## [DESCRIPTION OF THE TASK]
Find every line in the records below that holds the word "Aprato", and copy each one.
SUPPLIED MATERIAL section start
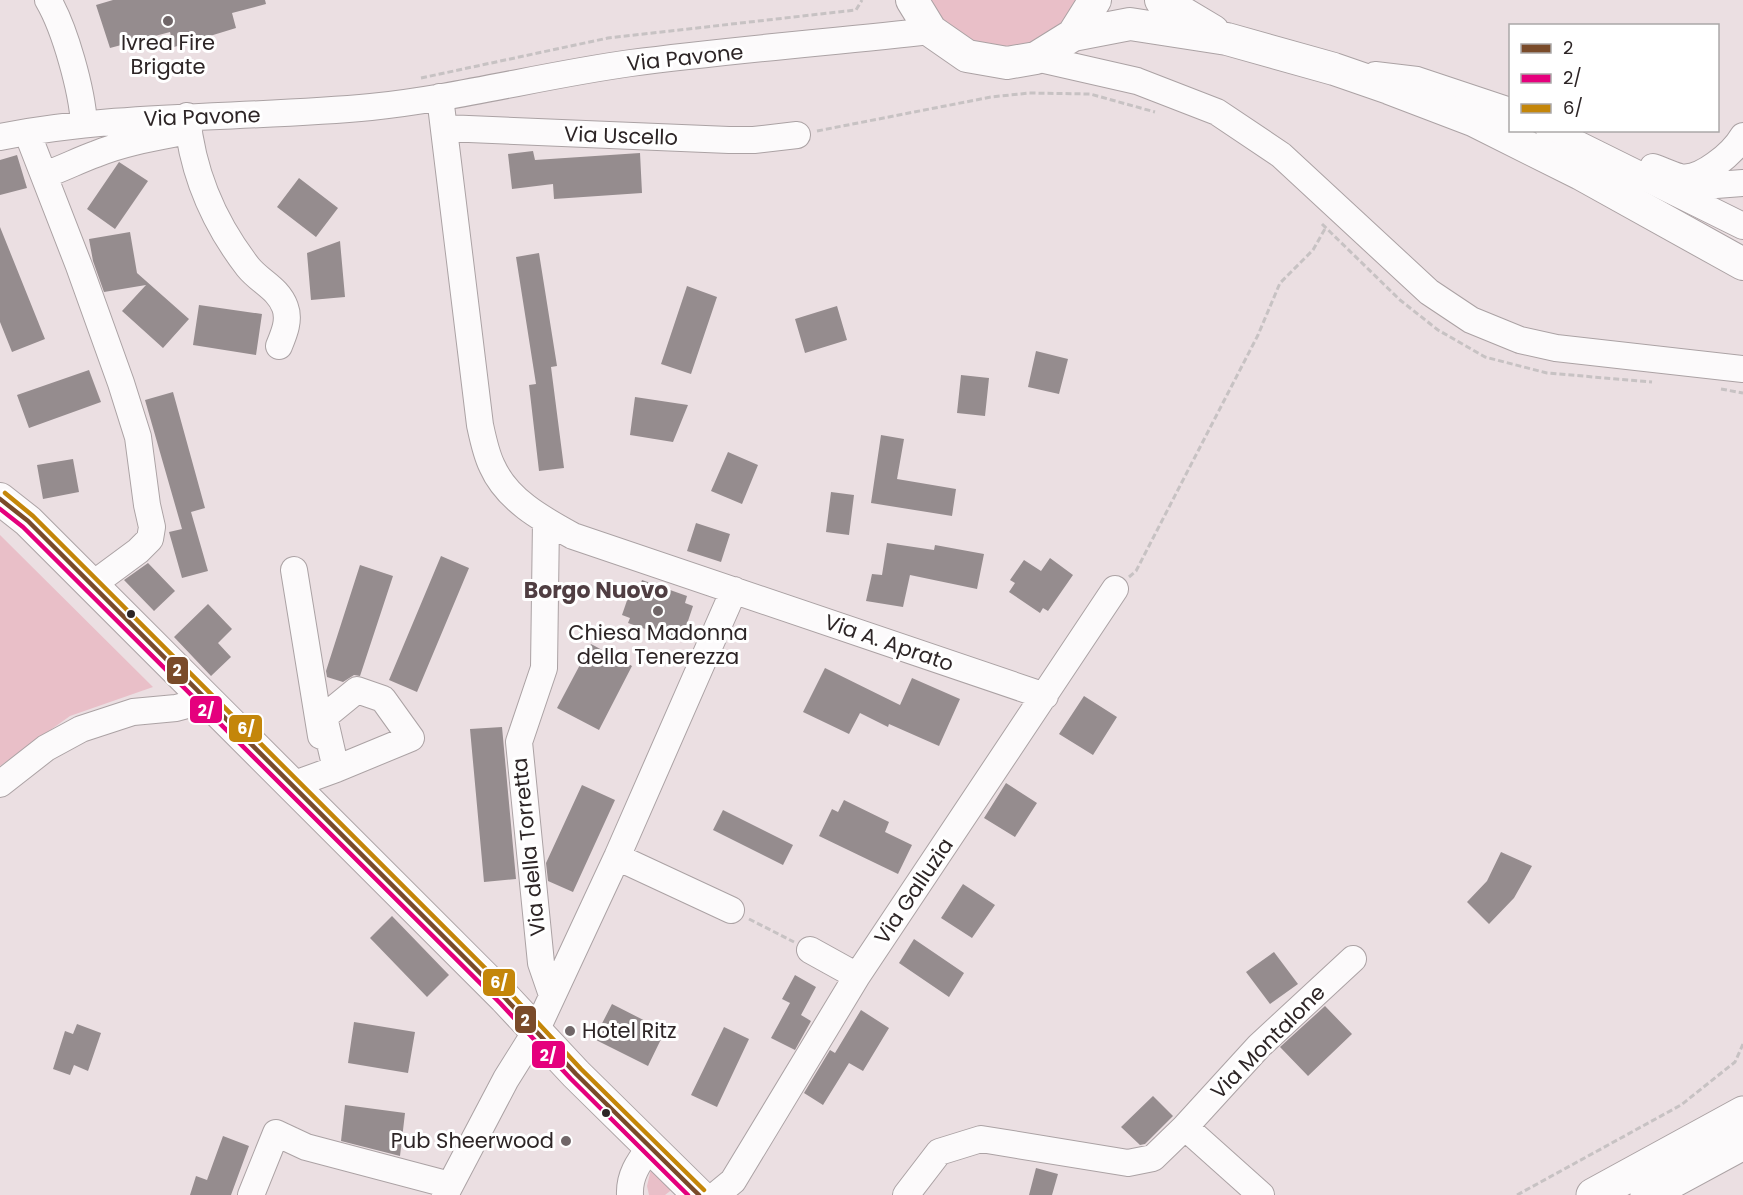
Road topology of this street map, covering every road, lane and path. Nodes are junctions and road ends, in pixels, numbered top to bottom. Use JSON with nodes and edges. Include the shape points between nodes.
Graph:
{"nodes":[{"id":1,"x":48,"y":0,"type":"edge"},
{"id":2,"x":862,"y":0,"type":"edge"},
{"id":3,"x":912,"y":0,"type":"edge"},
{"id":4,"x":1095,"y":0,"type":"edge"},
{"id":5,"x":1161,"y":0,"type":"edge"},
{"id":6,"x":931,"y":31,"type":"junction"},
{"id":7,"x":1073,"y":35,"type":"junction"},
{"id":8,"x":1227,"y":39,"type":"junction"},
{"id":9,"x":1036,"y":58,"type":"junction"},
{"id":10,"x":1334,"y":69,"type":"junction"},
{"id":11,"x":411,"y":80,"type":"dead end"},
{"id":12,"x":440,"y":97,"type":"junction"},
{"id":13,"x":1509,"y":111,"type":"edge"},
{"id":14,"x":1156,"y":112,"type":"dead end"},
{"id":15,"x":84,"y":124,"type":"junction"},
{"id":16,"x":187,"y":124,"type":"junction"},
{"id":17,"x":445,"y":128,"type":"junction"},
{"id":18,"x":27,"y":132,"type":"junction"},
{"id":19,"x":1556,"y":134,"type":"edge"},
{"id":20,"x":797,"y":135,"type":"joint"},
{"id":21,"x":1743,"y":136,"type":"edge"},
{"id":22,"x":0,"y":137,"type":"edge"},
{"id":23,"x":44,"y":175,"type":"junction"},
{"id":24,"x":1682,"y":178,"type":"junction"},
{"id":25,"x":1743,"y":183,"type":"edge"},
{"id":26,"x":1328,"y":218,"type":"junction"},
{"id":27,"x":1743,"y":226,"type":"edge"},
{"id":28,"x":1743,"y":264,"type":"edge"},
{"id":29,"x":279,"y":346,"type":"dead end"},
{"id":30,"x":1743,"y":369,"type":"edge"},
{"id":31,"x":0,"y":499,"type":"edge"},
{"id":32,"x":546,"y":521,"type":"junction"},
{"id":33,"x":294,"y":570,"type":"dead end"},
{"id":34,"x":92,"y":585,"type":"junction"},
{"id":35,"x":1115,"y":589,"type":"joint"},
{"id":36,"x":734,"y":590,"type":"junction"},
{"id":37,"x":1045,"y":696,"type":"junction"},
{"id":38,"x":207,"y":700,"type":"junction"},
{"id":39,"x":336,"y":770,"type":"dead end"},
{"id":40,"x":288,"y":781,"type":"junction"},
{"id":41,"x":0,"y":784,"type":"edge"},
{"id":42,"x":616,"y":857,"type":"junction"},
{"id":43,"x":731,"y":910,"type":"joint"},
{"id":44,"x":810,"y":950,"type":"joint"},
{"id":45,"x":1353,"y":959,"type":"dead end"},
{"id":46,"x":857,"y":976,"type":"junction"},
{"id":47,"x":552,"y":995,"type":"junction"},
{"id":48,"x":536,"y":1031,"type":"junction"},
{"id":49,"x":1743,"y":1044,"type":"edge"},
{"id":50,"x":1743,"y":1113,"type":"edge"},
{"id":51,"x":1185,"y":1127,"type":"junction"},
{"id":52,"x":1743,"y":1143,"type":"edge"},
{"id":53,"x":650,"y":1147,"type":"junction"},
{"id":54,"x":448,"y":1190,"type":"edge"},
{"id":55,"x":250,"y":1195,"type":"edge"},
{"id":56,"x":630,"y":1195,"type":"edge"},
{"id":57,"x":699,"y":1195,"type":"edge"},
{"id":58,"x":716,"y":1195,"type":"edge"},
{"id":59,"x":906,"y":1195,"type":"edge"},
{"id":60,"x":1261,"y":1195,"type":"edge"},
{"id":61,"x":1517,"y":1195,"type":"edge"},
{"id":62,"x":1593,"y":1195,"type":"edge"},
{"id":63,"x":1647,"y":1195,"type":"edge"}],
"edges":[{"from":1,"to":15,"type":"street","via":[[58,18],[83,106]]},
{"from":2,"to":11,"type":"path","via":[[856,10],[608,38]]},
{"from":3,"to":6,"type":"main road"},
{"from":4,"to":7,"type":"main road"},
{"from":5,"to":8,"type":"main road"},
{"from":6,"to":9,"type":"main road","via":[[967,57],[1007,63]]},
{"from":6,"to":12,"type":"street","name":"Via Pavone","via":[[642,62]]},
{"from":7,"to":8,"type":"main road","via":[[1130,24]]},
{"from":7,"to":9,"type":"main road"},
{"from":8,"to":10,"type":"main road"},
{"from":9,"to":26,"type":"street","via":[[1137,81],[1217,112],[1281,155]]},
{"from":10,"to":13,"type":"street","via":[[1417,80]]},
{"from":10,"to":28,"type":"main road","via":[[1473,120],[1581,174]]},
{"from":12,"to":16,"type":"street","name":"Via Pavone"},
{"from":12,"to":17,"type":"street"},
{"from":14,"to":20,"type":"path","via":[[1090,94],[1029,93]]},
{"from":15,"to":16,"type":"street","name":"Via Pavone"},
{"from":15,"to":18,"type":"street","name":"Via Pavone"},
{"from":16,"to":23,"type":"street"},
{"from":16,"to":29,"type":"street","via":[[190,146],[220,226],[248,267],[277,291],[285,308],[287,320]]},
{"from":17,"to":20,"type":"street","name":"Via Uscello","via":[[729,140]]},
{"from":17,"to":32,"type":"street","via":[[480,425],[491,466],[507,491]]},
{"from":18,"to":22,"type":"street","name":"Via Pavone"},
{"from":18,"to":23,"type":"street"},
{"from":19,"to":24,"type":"street"},
{"from":19,"to":27,"type":"street"},
{"from":21,"to":24,"type":"street","via":[[1728,156],[1698,175]]},
{"from":23,"to":34,"type":"street","via":[[138,437],[152,527],[150,539],[144,545]]},
{"from":24,"to":25,"type":"street","via":[[1703,186]]},
{"from":26,"to":30,"type":"street","via":[[1471,320],[1520,340],[1556,348]]},
{"from":26,"to":35,"type":"path","via":[[1313,250],[1280,283],[1258,335],[1136,571]]},
{"from":31,"to":34,"type":"main road","via":[[28,521]]},
{"from":32,"to":36,"type":"street","name":"Via A. Aprato","via":[[573,536]]},
{"from":32,"to":47,"type":"street","name":"Via della Torretta","via":[[544,668],[519,742],[541,963]]},
{"from":33,"to":40,"type":"street","via":[[322,745],[316,757]]},
{"from":34,"to":38,"type":"main road"},
{"from":35,"to":37,"type":"street","name":"Via Galluzia"},
{"from":36,"to":37,"type":"street","name":"Via A. Aprato"},
{"from":36,"to":42,"type":"street","name":"Via della Torretta"},
{"from":37,"to":46,"type":"street","name":"Via Galluzia"},
{"from":38,"to":40,"type":"main road"},
{"from":38,"to":41,"type":"street","via":[[133,712],[81,729],[46,748]]},
{"from":39,"to":40,"type":"street"},
{"from":40,"to":48,"type":"main road"},
{"from":42,"to":43,"type":"street"},
{"from":42,"to":47,"type":"street","name":"Via della Torretta"},
{"from":43,"to":44,"type":"path"},
{"from":44,"to":46,"type":"street"},
{"from":45,"to":51,"type":"street","name":"Via Montalone","via":[[1259,1046]]},
{"from":46,"to":58,"type":"street","name":"Via Galluzia","via":[[733,1181]]},
{"from":47,"to":48,"type":"street","name":"Via della Torretta"},
{"from":48,"to":53,"type":"main road"},
{"from":48,"to":54,"type":"street","name":"Via della Torretta","via":[[506,1079]]},
{"from":49,"to":61,"type":"path","via":[[1735,1062],[1681,1105]]},
{"from":50,"to":62,"type":"highway"},
{"from":51,"to":59,"type":"street","name":"Via Montalone","via":[[1153,1158],[1128,1163],[981,1139],[939,1152]]},
{"from":51,"to":60,"type":"street"},
{"from":52,"to":63,"type":"highway"},
{"from":53,"to":56,"type":"street","via":[[637,1164]]},
{"from":53,"to":57,"type":"main road"},
{"from":54,"to":55,"type":"street","name":"Via della Torretta","via":[[306,1147],[276,1133]]}]}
SUPPLIED MATERIAL section end
## [FINISHED TASK]
{"from":32,"to":36,"type":"street","name":"Via A. Aprato","via":[[573,536]]},
{"from":36,"to":37,"type":"street","name":"Via A. Aprato"},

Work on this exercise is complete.